So far the nightlife here has been great - there are always places to go and things to do. The live music scene is incredible and half the bars/pubs here seem to always be hosting some sort of live band. But unlike the states, these are no acoustic guitar duets. "Live Music" means an awesome band is playing for the night and it ranges from rock to folk to indie. There are also hundreds of nightclubs mixed in around the more laid back pubs and they offer DJ's and the more stereotypical nightclub scene. Maybe it's just because I've never lived in a city so I don't know what a city night scene is like, but there seems to be more here in Dublin than most cities in the US. It's probably because Dublin itself is a pretty small city so they have to cram everything together in a closed space; within a 5 minute walk you could literally hit 8 bars/pubs, 4 nightclubs, and a few restaurants. This makes going out "the craic" because we all have so many options! If one place is too crowded or too expensive, we can easily move on to the next place without losing much time.

The only thing I've found interesting is that a few times we've had trouble getting into some of the nightclubs because people didn't have ID's or weren't 21. If the drinking age is 18, why would the club age be 21? And for a country centered on beer and alcohol, they're really strict about not letting anyone in that's too drunk and kicking people out once they've had too much to drink. Last night the group I was with wasn't let into two nightclubs because some of us weren't 21 and they claimed one girl was too drunk even though she had only had 3 beers. Even though most of the people here go out of their way to be helpful and friendly (I've encountered multiple experiences where people were more than willing to help me find my way throughout the city), I sometimes feel there is a slight prejudice against us as Americans.

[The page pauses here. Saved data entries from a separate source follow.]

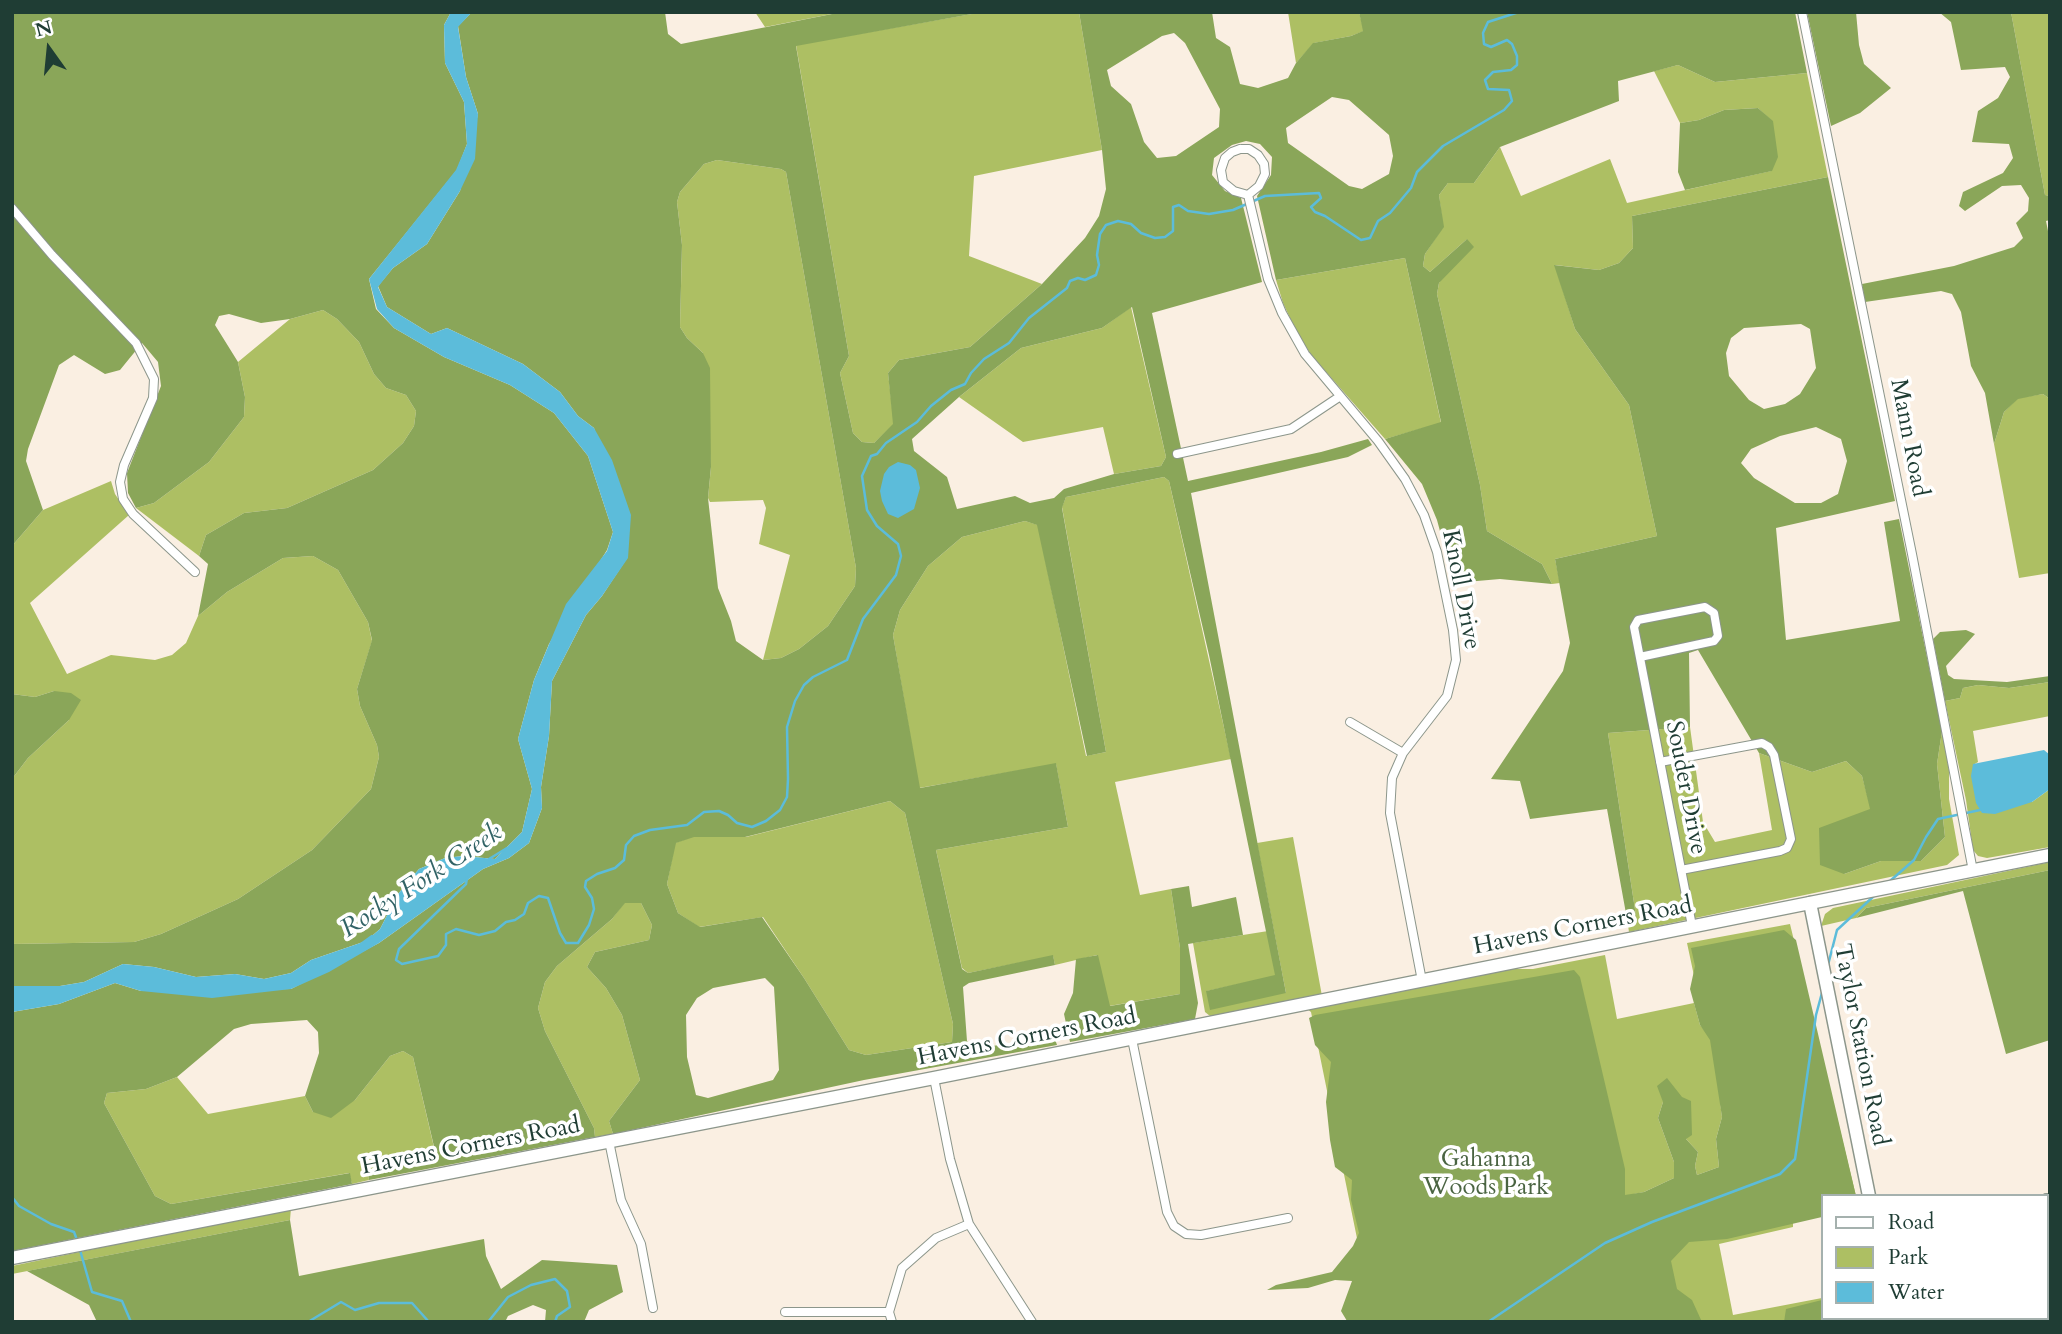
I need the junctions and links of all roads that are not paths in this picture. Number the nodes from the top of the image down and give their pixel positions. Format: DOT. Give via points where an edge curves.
graph roads {
  1 [pos="1802,12"];
  2 [pos="1248,195"];
  3 [pos="12,208"];
  4 [pos="1339,397"];
  5 [pos="1177,454"];
  6 [pos="195,572"];
  7 [pos="1640,657"];
  8 [pos="1350,722"];
  9 [pos="1403,753"];
  10 [pos="1661,762"];
  11 [pos="2050,855"];
  12 [pos="1681,870"];
  13 [pos="1973,871"];
  14 [pos="1810,903"];
  15 [pos="1692,926"];
  16 [pos="1422,981"];
  17 [pos="1132,1039"];
  18 [pos="934,1078"];
  19 [pos="609,1141"];
  20 [pos="1869,1194"];
  21 [pos="1289,1218"];
  22 [pos="969,1224"];
  23 [pos="12,1258"];
  24 [pos="653,1308"];
  25 [pos="785,1312"];
  26 [pos="889,1312"];
  27 [pos="892,1322"];
  28 [pos="1032,1322"];
  1 -- 13 [label="street, Mann Road"];
  2 -- 2 [label="street" via="1265,174 1264,164 1250,149 1240,149 1225,158 1223,182"];
  2 -- 4 [label="street, Knoll Drive" via="1268,279 1282,313 1305,354"];
  3 -- 6 [label="street" via="136,343 154,379 153,398 124,466 120,482 123,499"];
  4 -- 5 [label="street" via="1291,429"];
  4 -- 9 [label="street, Knoll Drive" via="1378,441 1424,515 1437,552 1453,630 1456,660 1447,696"];
  7 -- 7 [label="street, Souder Drive" via="1634,627 1638,620 1705,607 1714,613 1718,636 1714,641"];
  7 -- 10 [label="street, Souder Drive"];
  8 -- 9 [label="street"];
  9 -- 16 [label="street, Knoll Drive" via="1392,778 1390,813"];
  10 -- 12 [label="street, Souder Drive"];
  10 -- 12 [label="street" via="1762,743 1769,747 1791,839 1787,848 1780,850"];
  11 -- 13 [label="main road, Havens Corners Road"];
  12 -- 15 [label="street, Souder Drive"];
  13 -- 14 [label="main road, Havens Corners Road"];
  14 -- 15 [label="main road, Havens Corners Road"];
  14 -- 20 [label="main road, Taylor Station Road"];
  15 -- 16 [label="main road, Havens Corners Road"];
  16 -- 17 [label="main road, Havens Corners Road"];
  17 -- 18 [label="main road, Havens Corners Road"];
  17 -- 21 [label="street" via="1167,1212 1174,1226 1186,1234 1201,1235"];
  18 -- 19 [label="main road, Havens Corners Road"];
  18 -- 22 [label="street"];
  19 -- 23 [label="main road, Havens Corners Road"];
  19 -- 24 [label="street" via="621,1200 641,1244"];
  22 -- 26 [label="street" via="936,1238 902,1268"];
  22 -- 28 [label="street"];
  25 -- 26 [label="street"];
  26 -- 27 [label="street"];
}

The young adults of Ireland are fascinated with the fact that we come from the states and want to know everything about us and our life. But many of the older generation and especially people who are in business working with the public (bouncers, bus drivers, taxi drivers, small pub owners) seem to resent the fact that we are here. As a white woman living in America my whole life, it is very new and unnerving to feel unwelcome in a place that I will be living. I'm sure people will ease up on us once we all get into our routine and we are no longer novel tourists, but it is definitely an interesting feeling.

But why do people seem to always be hardest on the "new guy" and foreigners? Freshman, "newbies," interns, foreigners - people seem to have an automatic negative feeling toward them even though it is impossible to go through one's life not being new or visiting at some point. Everyone's been there, so why are people still so weird about it? I'm victim of it - as a high school and college student of course I've resented the incoming freshman just like everyone else. I've never had negative feelings towards foreigners but especially after being a long-term foreigner in this country, I will have new respect for the "new guy."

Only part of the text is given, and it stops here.